EXTRACTED DATA =
__________
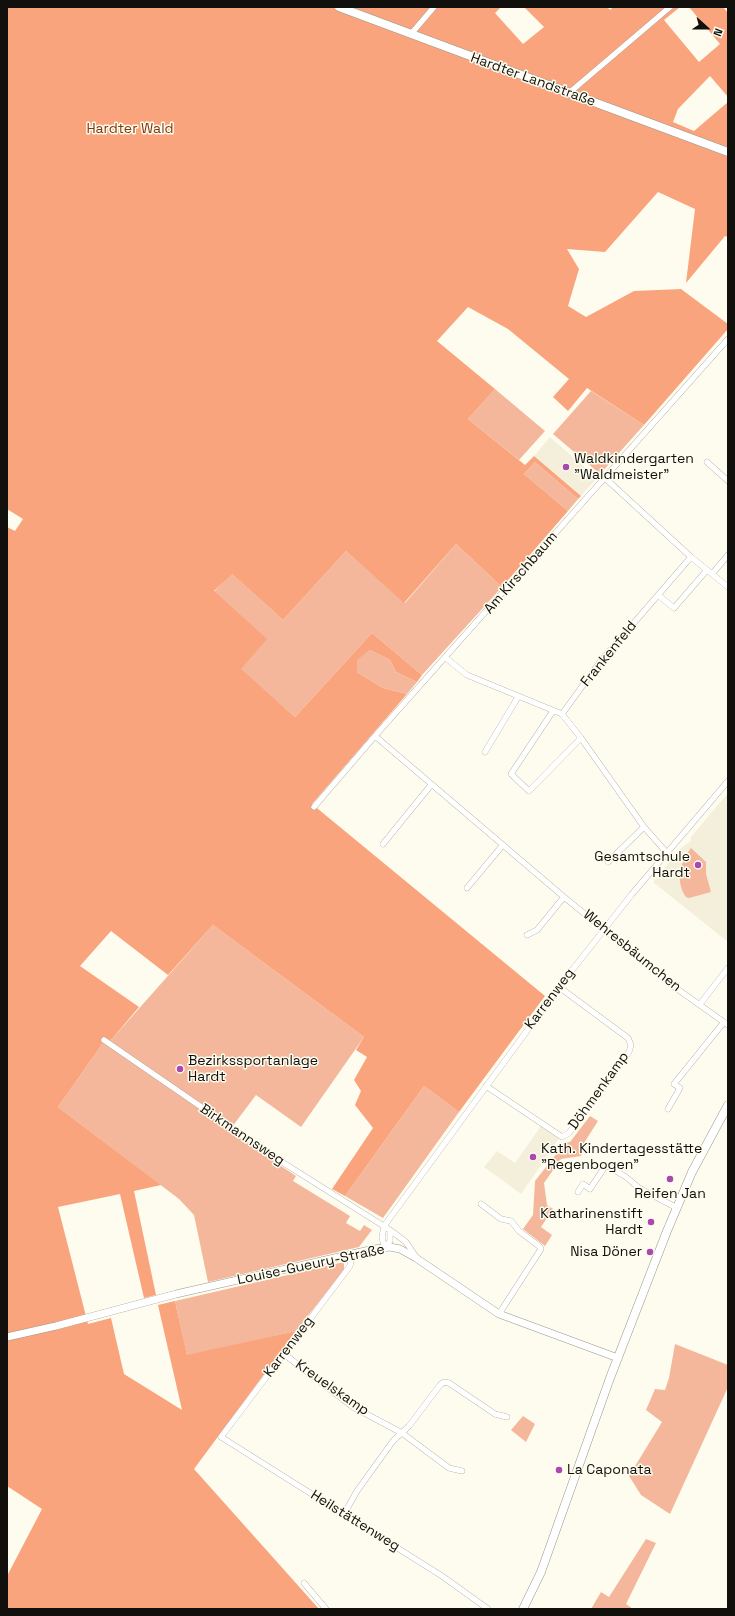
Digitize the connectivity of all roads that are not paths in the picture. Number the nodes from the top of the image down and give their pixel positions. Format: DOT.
graph roads {
  1 [pos="339,7"];
  2 [pos="434,7"];
  3 [pos="670,7"];
  4 [pos="411,34"];
  5 [pos="569,93"];
  6 [pos="728,152"];
  7 [pos="728,339"];
  8 [pos="707,462"];
  9 [pos="604,478"];
  10 [pos="728,481"];
  11 [pos="728,555"];
  12 [pos="691,557"];
  13 [pos="709,572"];
  14 [pos="728,587"];
  15 [pos="658,595"];
  16 [pos="446,658"];
  17 [pos="518,697"];
  18 [pos="553,711"];
  19 [pos="562,714"];
  20 [pos="375,736"];
  21 [pos="581,738"];
  22 [pos="485,752"];
  23 [pos="728,781"];
  24 [pos="431,785"];
  25 [pos="314,807"];
  26 [pos="644,827"];
  27 [pos="382,844"];
  28 [pos="502,846"];
  29 [pos="667,853"];
  30 [pos="608,862"];
  31 [pos="467,888"];
  32 [pos="564,897"];
  33 [pos="604,929"];
  34 [pos="527,935"];
  35 [pos="728,968"];
  36 [pos="559,987"];
  37 [pos="700,1004"];
  38 [pos="726,1024"];
  39 [pos="104,1040"];
  40 [pos="486,1086"];
  41 [pos="728,1105"];
  42 [pos="668,1109"];
  43 [pos="578,1192"];
  44 [pos="481,1204"];
  45 [pos="677,1208"];
  46 [pos="384,1226"];
  47 [pos="390,1230"];
  48 [pos="385,1248"];
  49 [pos="352,1254"];
  50 [pos="416,1258"];
  51 [pos="499,1314"];
  52 [pos="7,1337"];
  53 [pos="284,1354"];
  54 [pos="618,1358"];
  55 [pos="507,1417"];
  56 [pos="402,1433"];
  57 [pos="221,1437"];
  58 [pos="462,1471"];
  59 [pos="344,1514"];
  60 [pos="304,1583"];
  61 [pos="326,1609"];
  62 [pos="488,1609"];
  63 [pos="523,1609"];
  1 -- 4 [label="main road, Hardter Landstraße"];
  2 -- 4 [label="street"];
  3 -- 5 [label="street"];
  4 -- 5 [label="main road, Hardter Landstraße"];
  5 -- 6 [label="main road, Hardter Landstraße"];
  7 -- 9 [label="street, Am Kirschbaum"];
  8 -- 10 [label="street"];
  9 -- 12 [label="street"];
  9 -- 16 [label="street, Am Kirschbaum"];
  11 -- 13 [label="street"];
  12 -- 13 [label="street"];
  12 -- 15 [label="street, Frankenfeld"];
  13 -- 14 [label="street"];
  13 -- 15 [label="street"];
  15 -- 19 [label="street, Frankenfeld"];
  16 -- 17 [label="street"];
  16 -- 20 [label="street, Am Kirschbaum"];
  17 -- 18 [label="street"];
  17 -- 22 [label="street"];
  18 -- 19 [label="street"];
  18 -- 21 [label="street"];
  19 -- 21 [label="street"];
  20 -- 24 [label="street, Wehresbäumchen"];
  20 -- 25 [label="street, Am Kirschbaum"];
  21 -- 26 [label="street"];
  23 -- 29 [label="street, Karrenweg"];
  24 -- 27 [label="street"];
  24 -- 28 [label="street, Wehresbäumchen"];
  26 -- 29 [label="street"];
  26 -- 30 [label="street"];
  28 -- 31 [label="street"];
  28 -- 32 [label="street, Wehresbäumchen"];
  29 -- 33 [label="street, Karrenweg"];
  32 -- 33 [label="street, Wehresbäumchen"];
  32 -- 34 [label="street"];
  33 -- 36 [label="street, Karrenweg"];
  33 -- 37 [label="street, Wehresbäumchen"];
  35 -- 37 [label="street"];
  36 -- 40 [label="street, Karrenweg"];
  36 -- 40 [label="street, Döhmenkamp"];
  37 -- 38 [label="street, Wehresbäumchen"];
  38 -- 42 [label="street"];
  39 -- 46 [label="street, Birkmannsweg"];
  40 -- 46 [label="street, Karrenweg"];
  41 -- 45 [label="main road"];
  43 -- 45 [label="street"];
  44 -- 51 [label="street"];
  45 -- 54 [label="main road"];
  46 -- 47 [label="street"];
  46 -- 48 [label="street"];
  47 -- 48 [label="street"];
  47 -- 50 [label="street"];
  48 -- 49 [label="street, Louise-Gueury-Straße"];
  48 -- 50 [label="street, Louise-Gueury-Straße"];
  49 -- 52 [label="street, Louise-Gueury-Straße"];
  49 -- 53 [label="street, Karrenweg"];
  50 -- 51 [label="street, Louise-Gueury-Straße"];
  51 -- 54 [label="street, Louise-Gueury-Straße"];
  53 -- 56 [label="street, Kreuelskamp"];
  53 -- 57 [label="street, Karrenweg"];
  54 -- 63 [label="main road"];
  55 -- 56 [label="street"];
  56 -- 58 [label="street, Kreuelskamp"];
  56 -- 59 [label="street"];
  57 -- 59 [label="street, Heilstättenweg"];
  59 -- 62 [label="street, Heilstättenweg"];
  60 -- 61 [label="street"];
}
__________
TASK PROMPT =
Which lines above contain the word "Heilstättenweg"? Copy each of them.

SOLUTION TO THIS EXERCISE =
  57 -- 59 [label="street, Heilstättenweg"];
  59 -- 62 [label="street, Heilstättenweg"];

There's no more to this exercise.